The problem was mostly that Lowry did not get any support. Leaving aside Norman Powell, who hit a couple of shots in his less than 10 minutes, here are the Raptors’ rotation players and their TS%, both on the night and for the regular season.
Player | Season TS% | Game 1 TS%
Green: 63%, 44%
Siakam: 63%, 36%
Leonard: 61%, 51%
Ibaka: 58%, 33%
Gasol: 57%, 27%
Lowry: 56%, 90% (!)
VanVleet: 54%, 25%
To put that more plainly, the collection of players not named Lowry, Leonard or Powell went a combined 12-of-46 from the field, including 5-of-24 from 3.
Add in Leonard, who posted his own 31 points and nine rebounds, but took an uncharacteristic 33 possessions to do so, and Toronto’s offense just was not up to keeping up to the Bucks in this one.
Overall, the Raptors generated only a 98 ORTG on the night, and that’s just not going to be good enough against the Bucks. Toronto could get away with surviving with defense alone against the 76ers, but Milwaukee will score regardless of what the defense does. What’s more, Game 1 might represent the best job Toronto’s defense can do on Milwaukee, holding them to only a 107 ORTG themselves, essentially turning the Bucks into a below average offensive team.
Now here’s a concerning trend.
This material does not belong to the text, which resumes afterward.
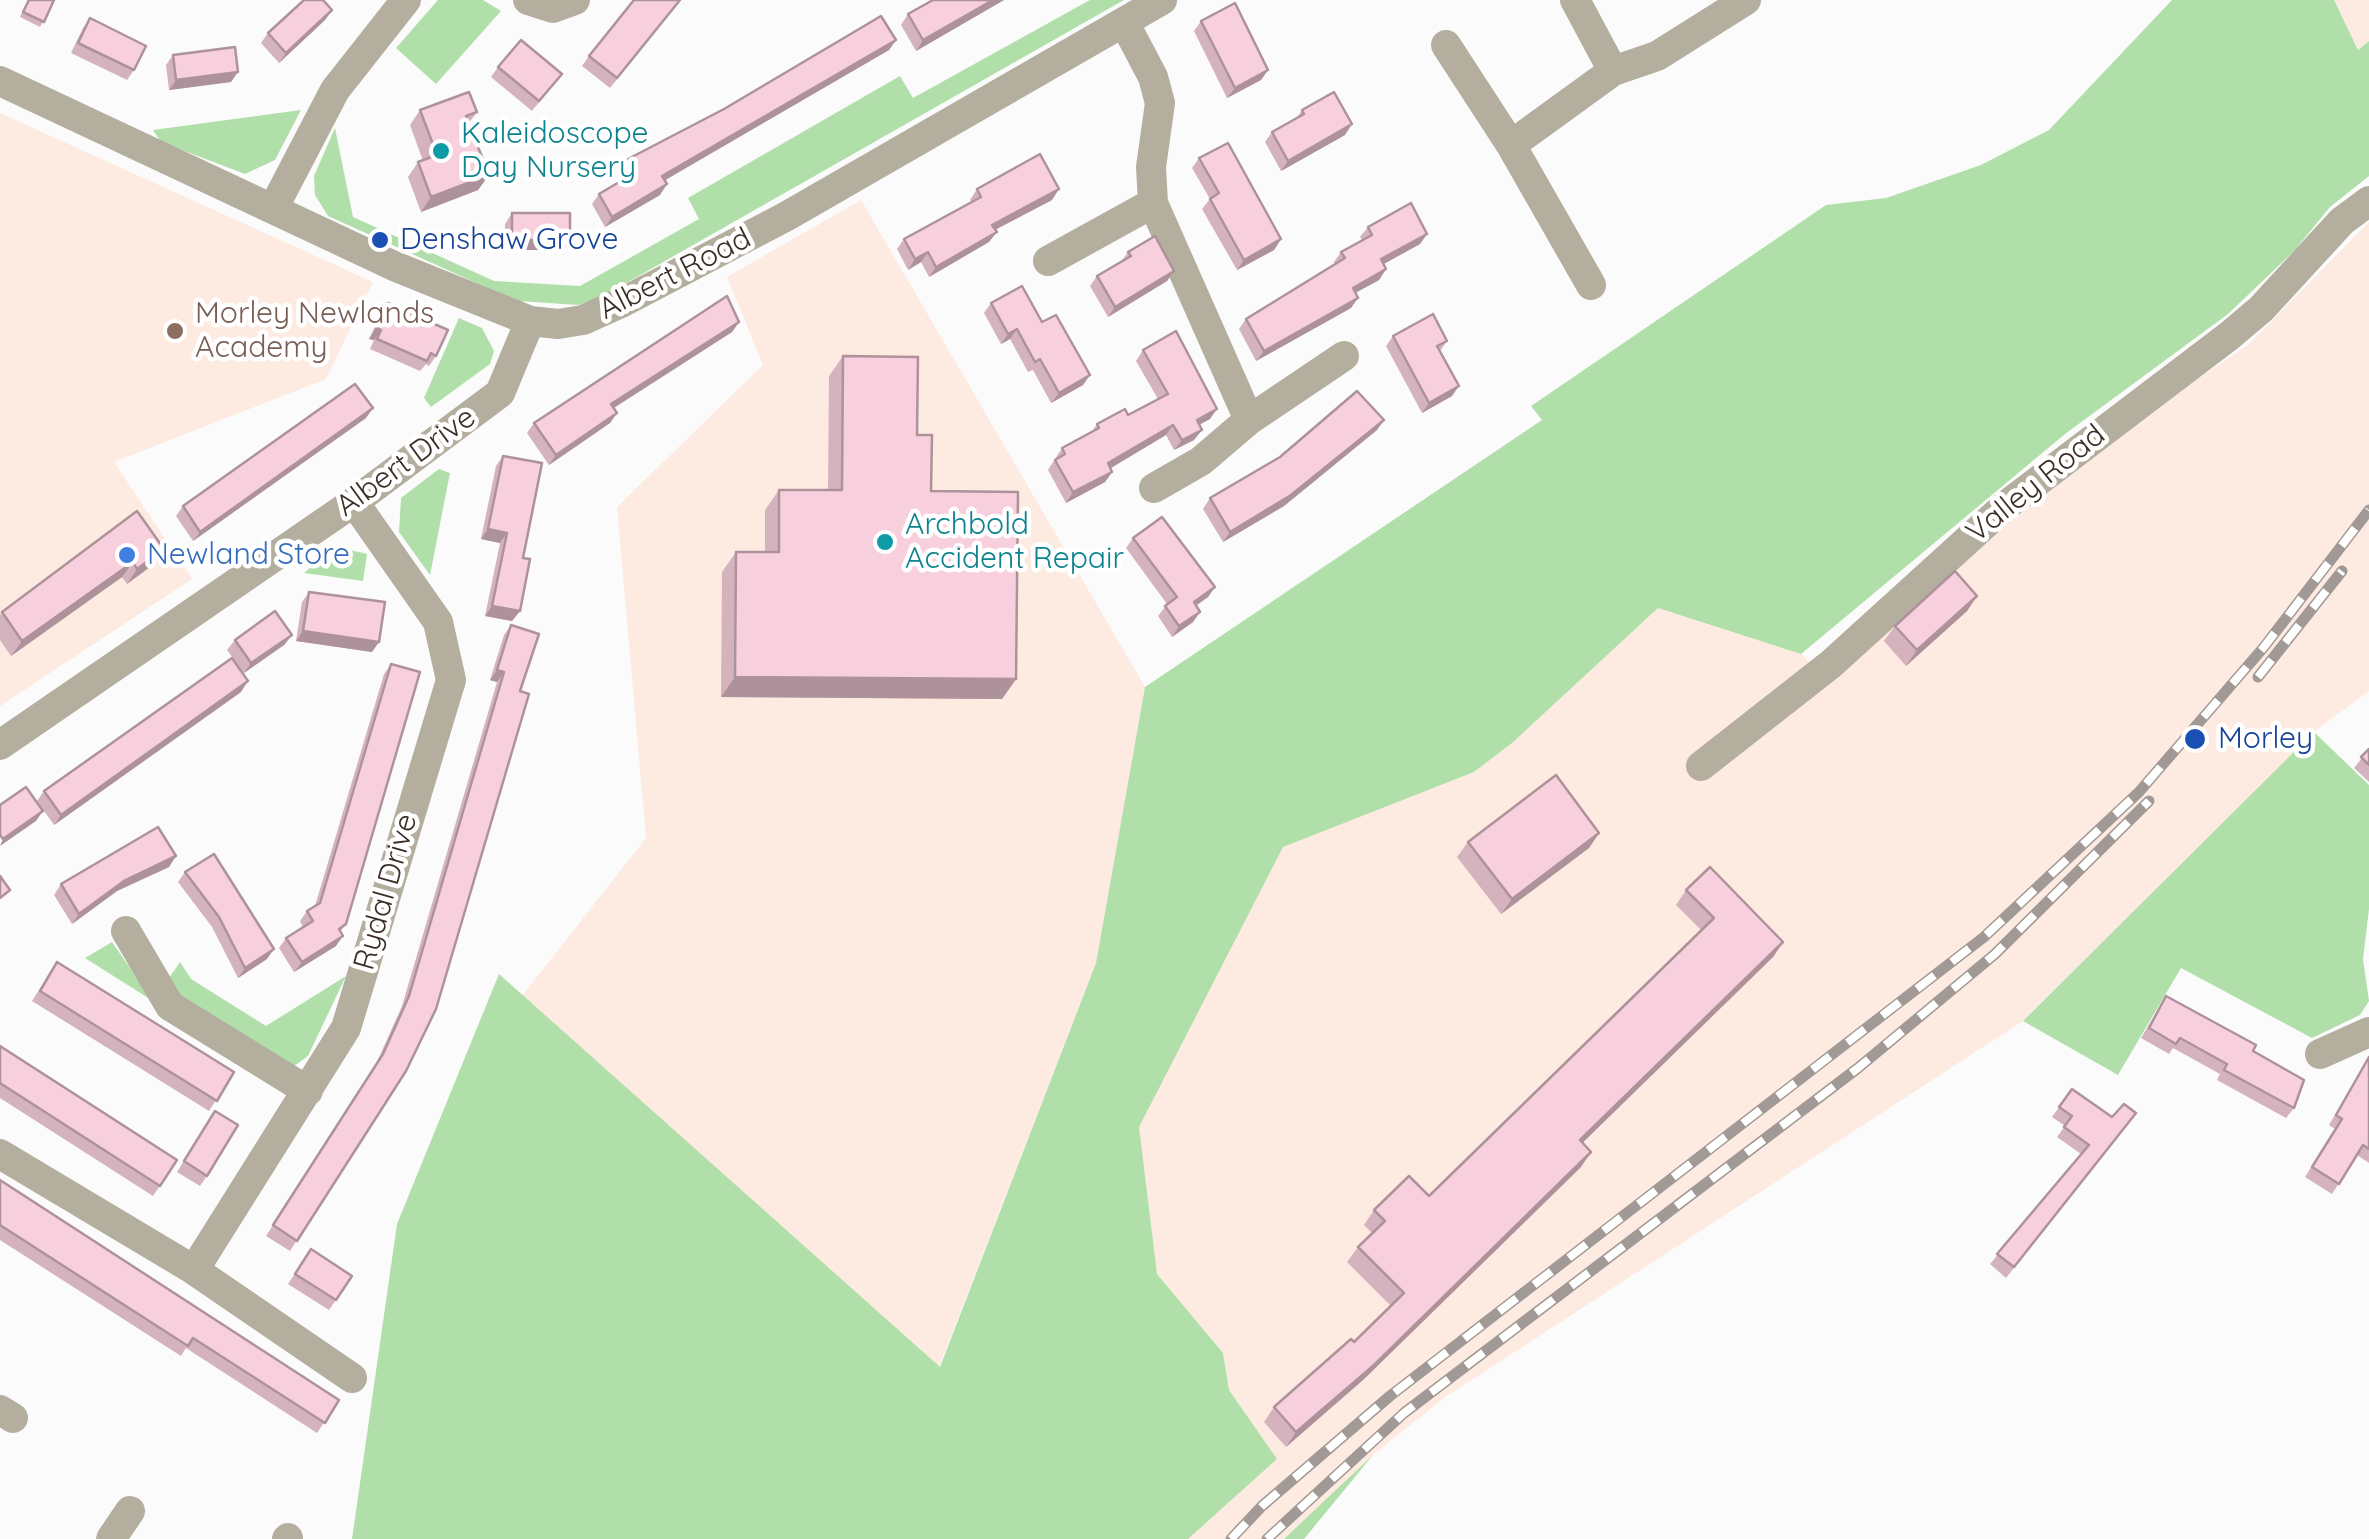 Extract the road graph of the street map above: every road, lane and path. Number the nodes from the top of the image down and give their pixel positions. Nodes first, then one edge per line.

Take a look at the on-court net ratings of each rotation player for the game.
RTG: Net rating; team point differential per 100 possessions
That bench. We saw the rather ugly return to those all too familiar heavy-bench lineups with all three bench players on the court at once. The lineup data tells the tale of this one. Here are the most used lineups in Game 1 (all lineups with over two minutes played).
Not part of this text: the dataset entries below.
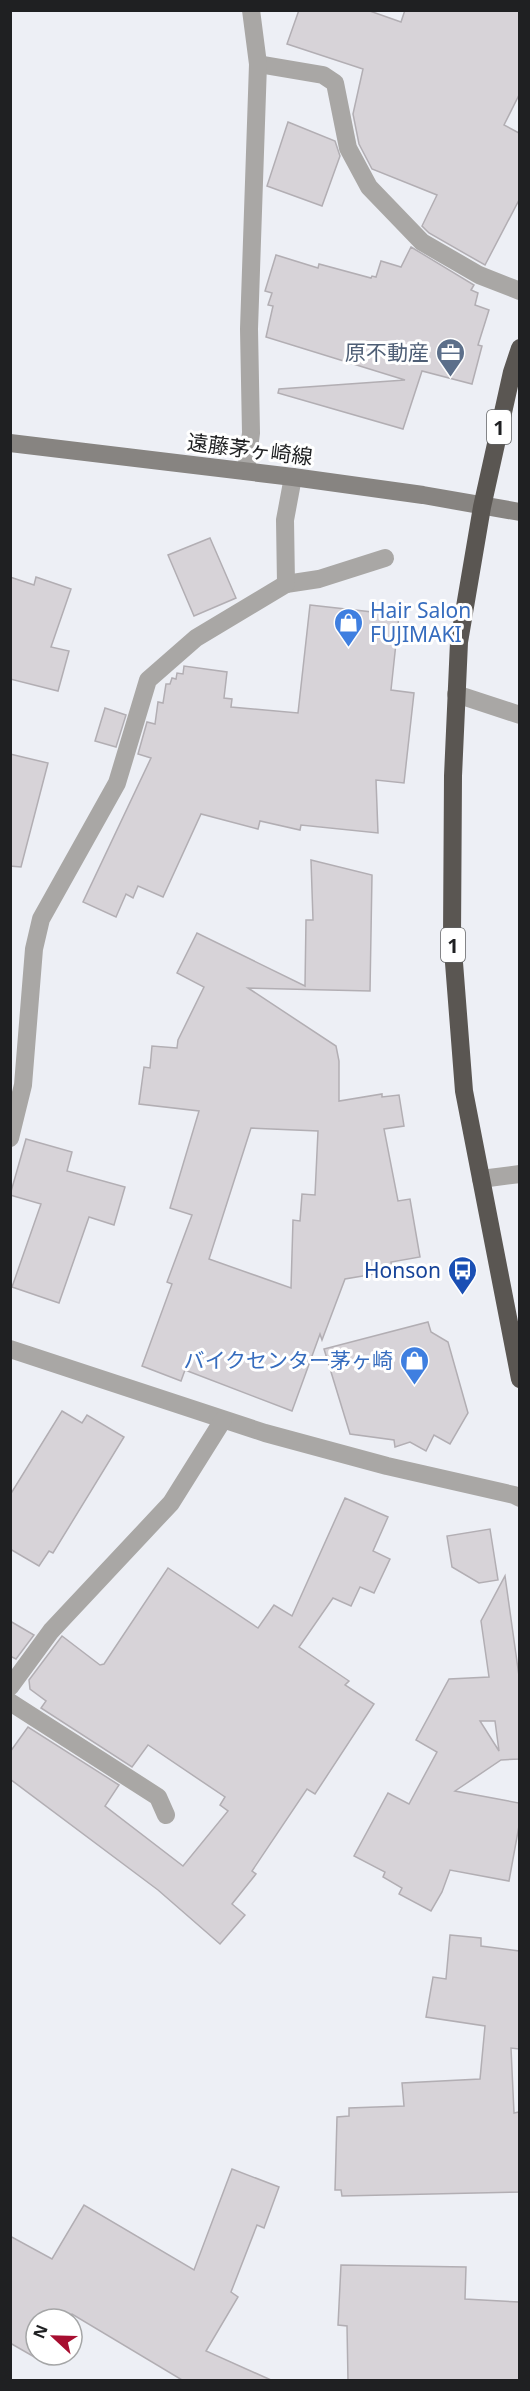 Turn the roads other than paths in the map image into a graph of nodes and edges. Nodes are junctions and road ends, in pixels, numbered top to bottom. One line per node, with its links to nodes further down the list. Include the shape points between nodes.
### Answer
1 (251, 10): 2 (street)
2 (258, 64): 3 (street, via 323,75 335,83 348,148 369,187 422,242 478,275); 6 (street, via 249,328 251,433)
3 (519, 291)
4 (519, 348): 8 (highway, 1)
5 (10, 443): 6 (main road, 遠藤茅ヶ崎線)
6 (246, 471): 7 (main road, 遠藤茅ヶ崎線)
7 (293, 477): 8 (main road, 遠藤茅ヶ崎線); 11 (street, via 285,520)
8 (482, 507): 9 (main road, 遠藤茅ヶ崎線); 12 (highway, 1, via 459,642)
9 (519, 512)
10 (385, 558): 11 (street, via 319,579)
11 (286, 584): 14 (street, via 196,638 148,680 117,783 41,919 34,949 23,1085)
12 (456, 694): 13 (street); 16 (highway, 1, via 452,937 464,1091)
13 (519, 716)
14 (12, 1127)
15 (519, 1174): 16 (street)
16 (481, 1179): 18 (highway, 1)
17 (10, 1349): 19 (street)
18 (519, 1379)
19 (223, 1420): 20 (street); 21 (street, via 171,1503 51,1632)
20 (519, 1498)
21 (10, 1688)
22 (10, 1702): 23 (street, via 158,1797)
23 (166, 1815) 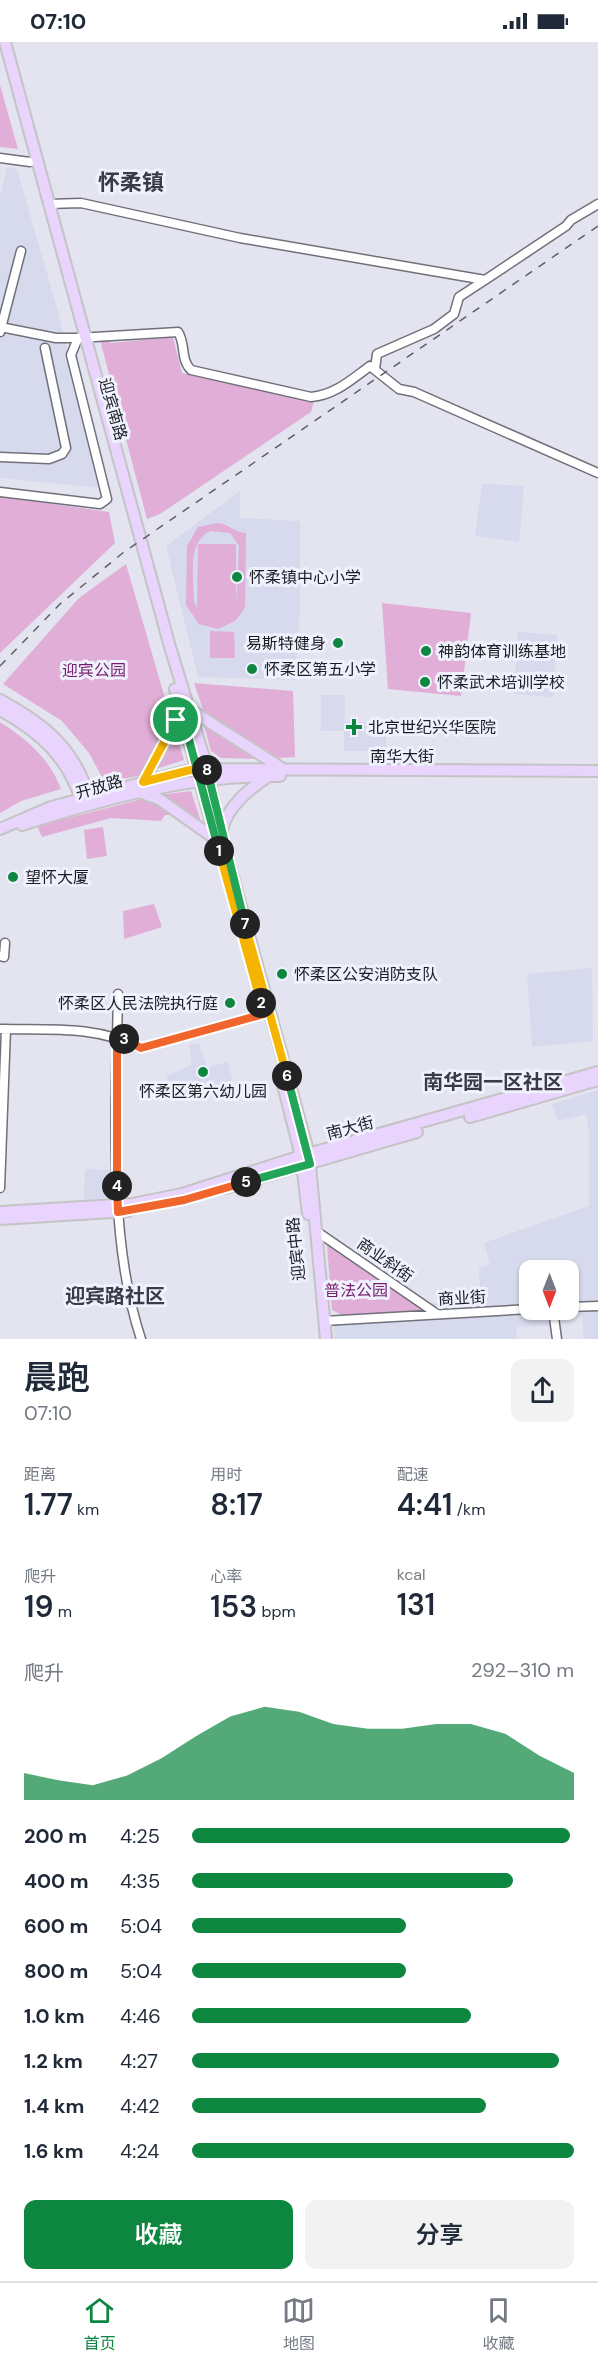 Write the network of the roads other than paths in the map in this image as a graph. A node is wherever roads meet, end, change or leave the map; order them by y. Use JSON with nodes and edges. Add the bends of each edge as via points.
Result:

Lineup | Minutes Played | +/-
Lowry-Green-Leonard-Siakam-Gasol: 30 MP, +6
VanVleet-Powell-Siakam-Ibaka-Gasol: 3 MP, +1
Lowry-Green-Leonard-Siakam-Ibaka: 3 MP, -2
Lowry-VanVleet-Leonard-Ibaka-Gasol: 3 MP, -7
VanVleet-Powell-Leonard-Siakam-Ibaka: 3 MP, +1
Lowry-VanVleet-Powell-Siakam-Ibaka: 2 MP, -8
Overall on the night, Toronto’s three bench players played together a total of 10 minutes and were a -6. That’s no good, and should be easily preventable.
What might be more concerning is how ineffective Serge Ibaka in particular was in this game. He struggled beside the stars — Lowry, Leonard and Ibaka played seven minutes and were a -11. He struggled beside the bench, as noted. He struggled at power forward beside Gasol (-8 in 12 minutes). Heck, even his usual bread and butter pairing with Lowry was a complete disaster (-19 in 9 minutes). Overall, Ibaka was a by-far team worst -17 in his 17 minutes.
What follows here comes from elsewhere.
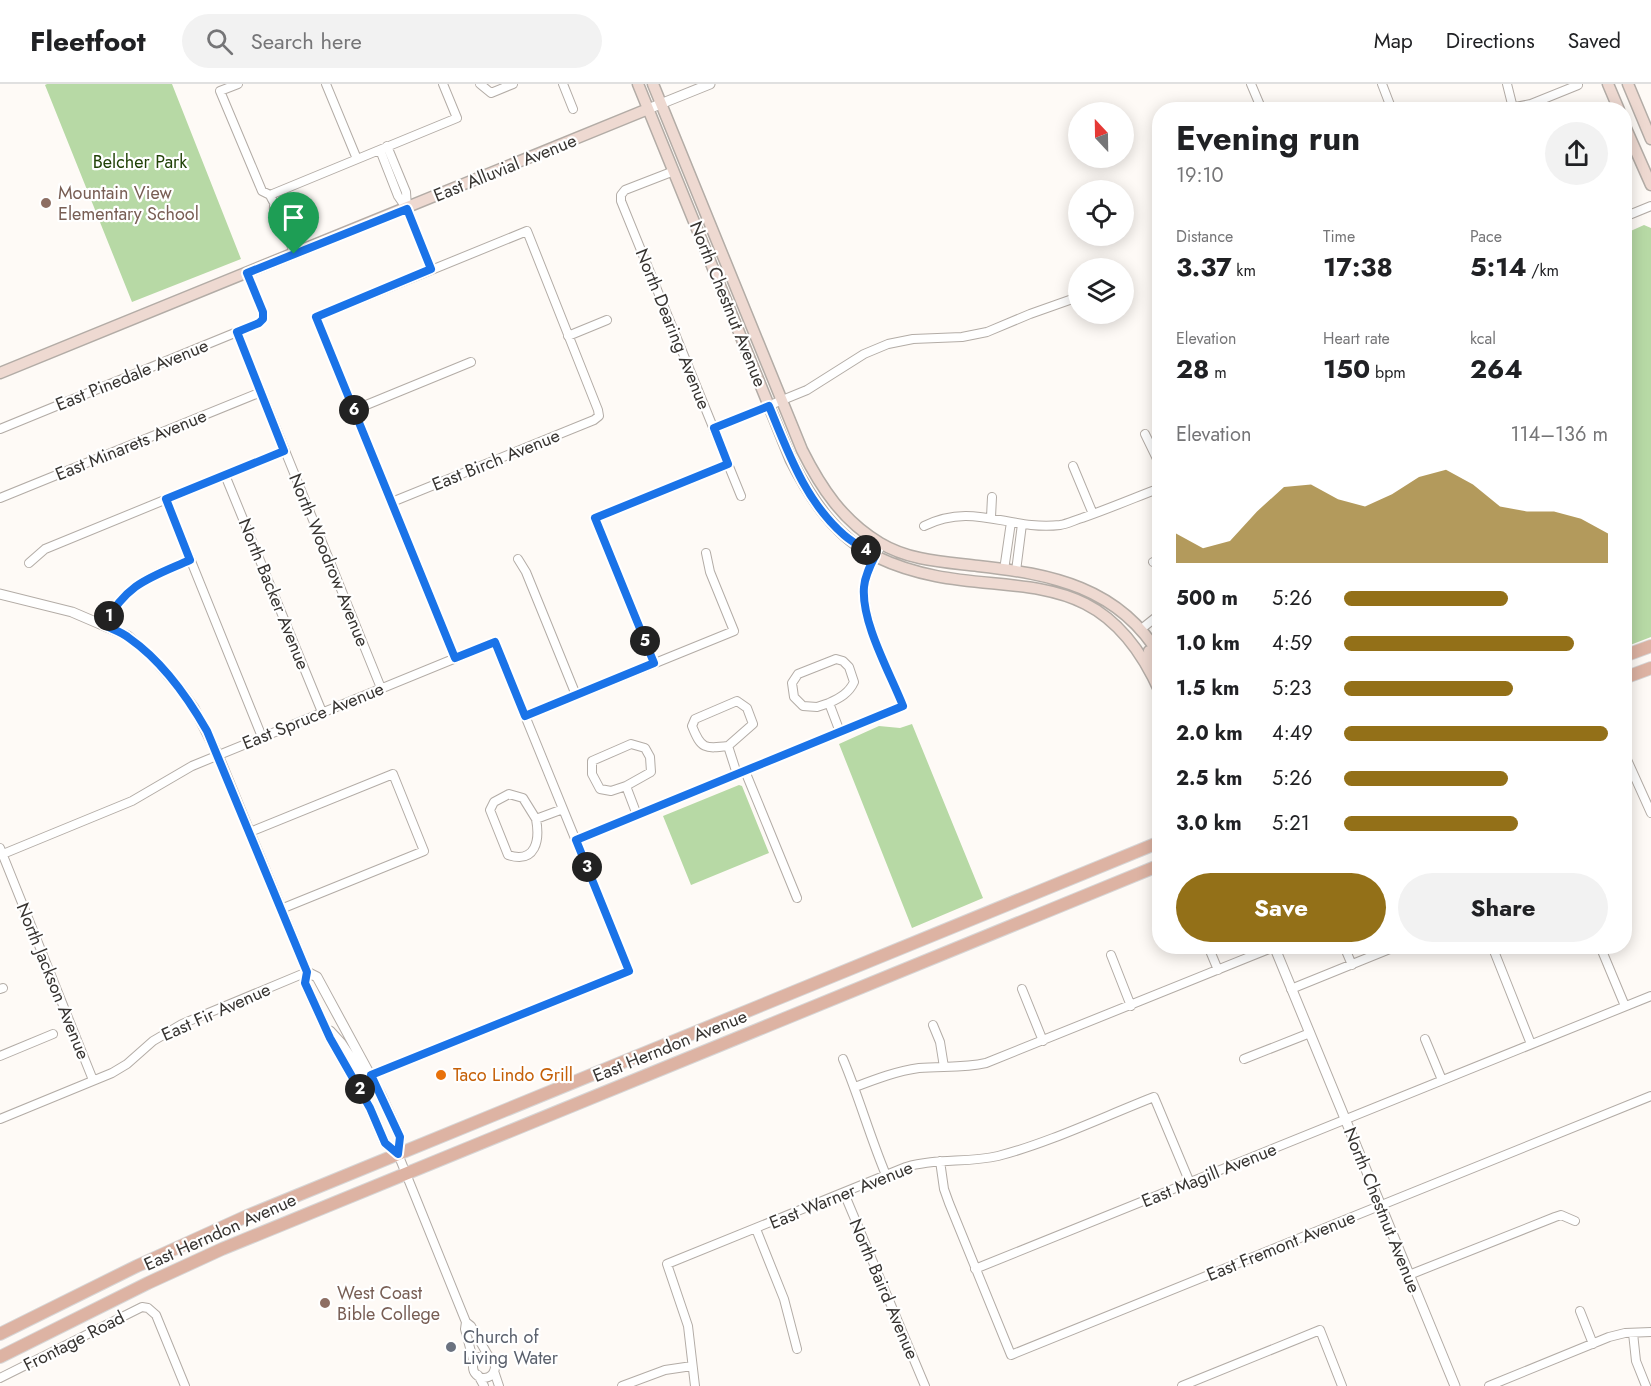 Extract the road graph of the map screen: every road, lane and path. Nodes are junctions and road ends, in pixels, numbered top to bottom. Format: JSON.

The Raptors completely fell apart on both ends in Ibaka’s minutes. Their ORTG in that time was a dismal 77.1, which was at least in line with the poor showing from all three bench players. But their defense was just as bad with Ibaka on the court (129 DRTG), and that number puts Ibaka in a completely other category compared even to the other bench players — the next worst on-court DRTG on the team was VanVleet at 115, while Ibaka’s direct sub Gasol posted a 97 DRTG.
If this continues, the Raptors may need to go smaller against the Bucks, and limit Ibaka’s minutes to the bare minimum needed to give Gasol a rest. This is a concerning start to a series where it was seemingly more reasonable to think Gasol’s importance would be reduced relative to the last two series where he needed to play as much as possible to defend an opposing star centre.
Perhaps in Game 2 Ibaka rebounds, and finds the form that helped him have a huge part in leading the Raptors to their Game 7 victory over the 76ers. If he doesn’t, though, and continues to struggle on both ends in a series that seems made just for him, I don’t know what else the Raptors can do but shrink his role as much as possible.